__Source records__:

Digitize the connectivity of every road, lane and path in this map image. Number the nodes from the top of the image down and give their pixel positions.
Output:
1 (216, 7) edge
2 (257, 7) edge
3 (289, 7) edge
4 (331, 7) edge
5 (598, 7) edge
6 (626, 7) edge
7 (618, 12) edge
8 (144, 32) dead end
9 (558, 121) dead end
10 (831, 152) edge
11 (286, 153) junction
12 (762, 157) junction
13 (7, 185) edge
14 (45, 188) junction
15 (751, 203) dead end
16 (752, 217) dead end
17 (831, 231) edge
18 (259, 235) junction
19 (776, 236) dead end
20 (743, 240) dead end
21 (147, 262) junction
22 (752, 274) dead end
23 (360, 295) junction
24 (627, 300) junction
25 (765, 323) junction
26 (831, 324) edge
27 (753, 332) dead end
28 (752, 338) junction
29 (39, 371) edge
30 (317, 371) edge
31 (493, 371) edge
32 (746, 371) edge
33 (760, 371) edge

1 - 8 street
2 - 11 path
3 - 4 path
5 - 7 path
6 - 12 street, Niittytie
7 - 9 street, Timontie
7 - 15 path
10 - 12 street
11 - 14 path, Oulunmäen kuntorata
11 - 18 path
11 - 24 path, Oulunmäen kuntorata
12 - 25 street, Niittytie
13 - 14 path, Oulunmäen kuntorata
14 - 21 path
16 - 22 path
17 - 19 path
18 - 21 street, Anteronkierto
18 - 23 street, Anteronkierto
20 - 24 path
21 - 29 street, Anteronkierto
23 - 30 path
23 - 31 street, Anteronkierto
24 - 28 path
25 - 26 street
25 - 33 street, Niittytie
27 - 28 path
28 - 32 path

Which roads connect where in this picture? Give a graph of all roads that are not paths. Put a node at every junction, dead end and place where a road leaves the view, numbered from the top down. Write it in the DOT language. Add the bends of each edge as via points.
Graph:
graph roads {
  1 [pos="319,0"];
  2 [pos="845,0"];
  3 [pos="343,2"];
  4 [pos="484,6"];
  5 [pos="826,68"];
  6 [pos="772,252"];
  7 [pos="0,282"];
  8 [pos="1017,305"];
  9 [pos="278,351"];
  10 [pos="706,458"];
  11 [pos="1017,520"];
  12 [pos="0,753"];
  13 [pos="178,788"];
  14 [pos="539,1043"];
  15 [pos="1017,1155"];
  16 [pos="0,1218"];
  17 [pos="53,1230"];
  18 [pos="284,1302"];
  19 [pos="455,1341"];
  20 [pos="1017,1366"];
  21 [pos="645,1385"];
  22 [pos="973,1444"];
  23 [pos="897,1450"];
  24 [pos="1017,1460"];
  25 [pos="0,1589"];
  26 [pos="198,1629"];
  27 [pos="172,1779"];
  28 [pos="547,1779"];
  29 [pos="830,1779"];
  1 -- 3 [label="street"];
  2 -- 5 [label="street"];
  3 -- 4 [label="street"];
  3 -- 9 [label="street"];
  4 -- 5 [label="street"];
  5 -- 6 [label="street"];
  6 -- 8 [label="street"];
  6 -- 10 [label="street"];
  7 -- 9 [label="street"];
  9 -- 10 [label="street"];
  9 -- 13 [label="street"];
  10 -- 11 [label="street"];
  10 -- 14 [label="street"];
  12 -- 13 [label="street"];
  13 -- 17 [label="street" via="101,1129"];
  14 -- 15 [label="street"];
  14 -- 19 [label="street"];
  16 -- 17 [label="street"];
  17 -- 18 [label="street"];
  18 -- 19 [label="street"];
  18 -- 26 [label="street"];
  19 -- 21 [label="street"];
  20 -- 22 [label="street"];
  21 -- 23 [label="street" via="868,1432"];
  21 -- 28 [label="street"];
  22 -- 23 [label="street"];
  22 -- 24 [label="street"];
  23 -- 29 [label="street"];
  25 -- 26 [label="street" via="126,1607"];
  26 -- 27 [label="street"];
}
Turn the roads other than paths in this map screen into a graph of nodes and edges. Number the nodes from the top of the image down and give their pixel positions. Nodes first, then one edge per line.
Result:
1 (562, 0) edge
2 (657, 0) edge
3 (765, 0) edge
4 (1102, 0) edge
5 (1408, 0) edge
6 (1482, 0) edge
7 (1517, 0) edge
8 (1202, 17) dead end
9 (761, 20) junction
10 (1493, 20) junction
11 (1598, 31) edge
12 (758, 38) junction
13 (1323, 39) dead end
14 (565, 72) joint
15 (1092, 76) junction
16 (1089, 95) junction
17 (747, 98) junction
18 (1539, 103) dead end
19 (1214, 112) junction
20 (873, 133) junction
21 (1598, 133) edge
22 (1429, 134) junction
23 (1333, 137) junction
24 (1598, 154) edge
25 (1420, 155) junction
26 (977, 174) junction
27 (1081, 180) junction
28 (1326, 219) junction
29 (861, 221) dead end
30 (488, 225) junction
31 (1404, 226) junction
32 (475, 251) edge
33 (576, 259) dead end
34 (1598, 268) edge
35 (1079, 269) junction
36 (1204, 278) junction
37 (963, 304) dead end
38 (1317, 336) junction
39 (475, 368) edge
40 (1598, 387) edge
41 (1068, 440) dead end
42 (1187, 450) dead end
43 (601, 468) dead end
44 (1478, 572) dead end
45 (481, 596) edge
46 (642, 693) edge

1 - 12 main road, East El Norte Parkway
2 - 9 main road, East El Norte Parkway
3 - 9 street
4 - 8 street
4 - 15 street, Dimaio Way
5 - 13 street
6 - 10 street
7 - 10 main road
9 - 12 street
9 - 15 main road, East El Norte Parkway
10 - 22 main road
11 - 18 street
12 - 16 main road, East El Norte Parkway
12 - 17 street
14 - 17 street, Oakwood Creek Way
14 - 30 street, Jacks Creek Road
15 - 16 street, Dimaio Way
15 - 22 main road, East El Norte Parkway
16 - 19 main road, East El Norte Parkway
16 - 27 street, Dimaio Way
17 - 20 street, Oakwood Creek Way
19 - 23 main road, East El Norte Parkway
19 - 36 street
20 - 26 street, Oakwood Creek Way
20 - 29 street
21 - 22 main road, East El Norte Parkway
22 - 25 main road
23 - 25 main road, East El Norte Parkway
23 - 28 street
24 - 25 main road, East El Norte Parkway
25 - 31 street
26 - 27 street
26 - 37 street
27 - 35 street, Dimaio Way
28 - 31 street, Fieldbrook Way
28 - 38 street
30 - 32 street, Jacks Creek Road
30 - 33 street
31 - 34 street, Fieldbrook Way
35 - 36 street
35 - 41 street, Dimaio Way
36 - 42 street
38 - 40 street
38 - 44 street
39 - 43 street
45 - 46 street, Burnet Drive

__Task to complete__:
Set down exactly the lines from the opening line of the material through the line in which "Which roads connect" occurs, both included, and no other lines.

__The answer__:
Digitize the connectivity of every road, lane and path in this map image. Number the nodes from the top of the image down and give their pixel positions.
Output:
1 (216, 7) edge
2 (257, 7) edge
3 (289, 7) edge
4 (331, 7) edge
5 (598, 7) edge
6 (626, 7) edge
7 (618, 12) edge
8 (144, 32) dead end
9 (558, 121) dead end
10 (831, 152) edge
11 (286, 153) junction
12 (762, 157) junction
13 (7, 185) edge
14 (45, 188) junction
15 (751, 203) dead end
16 (752, 217) dead end
17 (831, 231) edge
18 (259, 235) junction
19 (776, 236) dead end
20 (743, 240) dead end
21 (147, 262) junction
22 (752, 274) dead end
23 (360, 295) junction
24 (627, 300) junction
25 (765, 323) junction
26 (831, 324) edge
27 (753, 332) dead end
28 (752, 338) junction
29 (39, 371) edge
30 (317, 371) edge
31 (493, 371) edge
32 (746, 371) edge
33 (760, 371) edge

1 - 8 street
2 - 11 path
3 - 4 path
5 - 7 path
6 - 12 street, Niittytie
7 - 9 street, Timontie
7 - 15 path
10 - 12 street
11 - 14 path, Oulunmäen kuntorata
11 - 18 path
11 - 24 path, Oulunmäen kuntorata
12 - 25 street, Niittytie
13 - 14 path, Oulunmäen kuntorata
14 - 21 path
16 - 22 path
17 - 19 path
18 - 21 street, Anteronkierto
18 - 23 street, Anteronkierto
20 - 24 path
21 - 29 street, Anteronkierto
23 - 30 path
23 - 31 street, Anteronkierto
24 - 28 path
25 - 26 street
25 - 33 street, Niittytie
27 - 28 path
28 - 32 path

Which roads connect where in this picture? Give a graph of all roads that are not paths. Put a node at every junction, dead end and place where a road leaves the view, numbered from the top down. Write it in the DOT language. Add the bends of each edge as via points.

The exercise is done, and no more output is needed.